Mitat Balkan, energy coordinator at Turkey's ministry of foreign affairs, suggested that if the EU wanted to obtain Caspian Basin energy, Brussels needs to launch a diplomatic offensive. "The European Union needs to go [Central Asia] at both the [European] Commission level and at the member-state political level to show the interest to attract them more to cooperation with Europe."
There are concerns that Ankara and Brussels's cooperation in the energy field could become the victim of troubles facing other areas of Turkey's EU membership bid. EU leaders have been critical in what they see as a slowdown in Turkey's EU-related reform process and Brussels partially froze accessions negotiations late last year after Turkey refused to open up its ports to vessels from Cyprus, a member of the European bloc. The elections of Nicholas Sarkozy in France and Angela Merkel in Germany, both of whom have expressed their opposition to Turkey's EU membership bid, do not inspire confidence in Ankara that accession talks can quickly get back on track.
Turkish analysts say that with its EU negotiations in trouble, Ankara is now starting to look at energy issues as way of increasing its leverage with Brussels.
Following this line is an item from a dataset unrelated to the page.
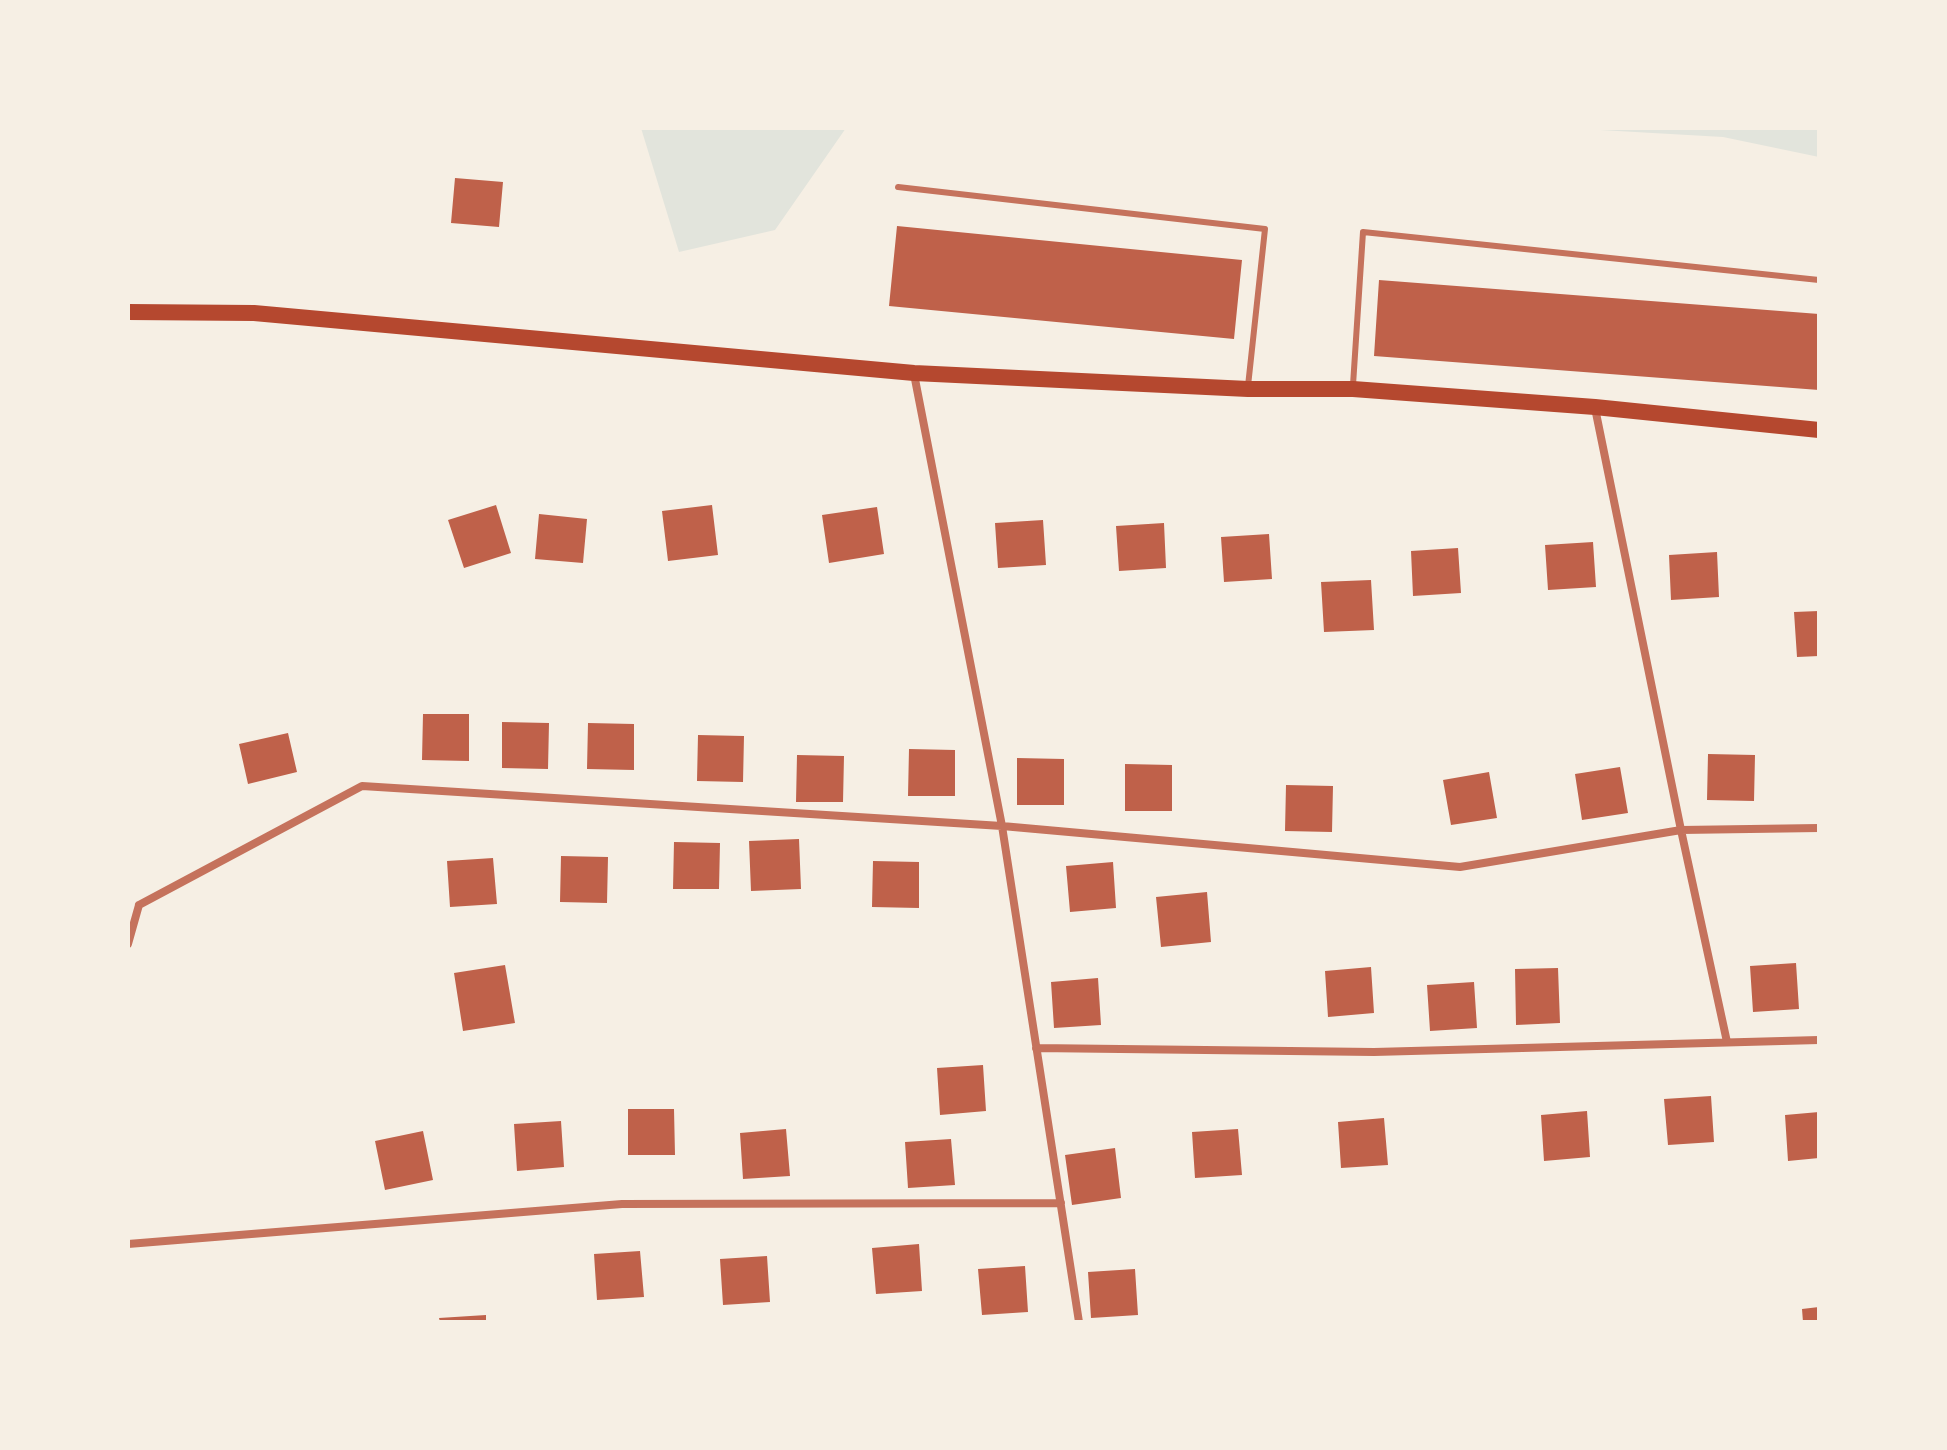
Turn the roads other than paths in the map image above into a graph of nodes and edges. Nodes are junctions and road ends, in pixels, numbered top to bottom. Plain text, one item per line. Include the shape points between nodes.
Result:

For example, Turkey has so far resisted the EU's invitation to join the newly formed European Energy Community, a body that aims to bring southeastern European countries including those that are not EU members into a single regulatory framework for trading energy. Turkish officials have said that they need to get Turkey's internal energy market in order before joining the EEC, but Bulent Aras, a professor of international relations at Istanbul's Isik University and an expert on energy issues, sees something else at work.
"There is a change in Turkish attitudes. In the past, Turkey was following the line of going along with bilateral agreements [with the EU] on energy projects. But now the Turkish line is to use its position as a transit country and energy issues as a bargaining chip regarding European Union membership," Aras said.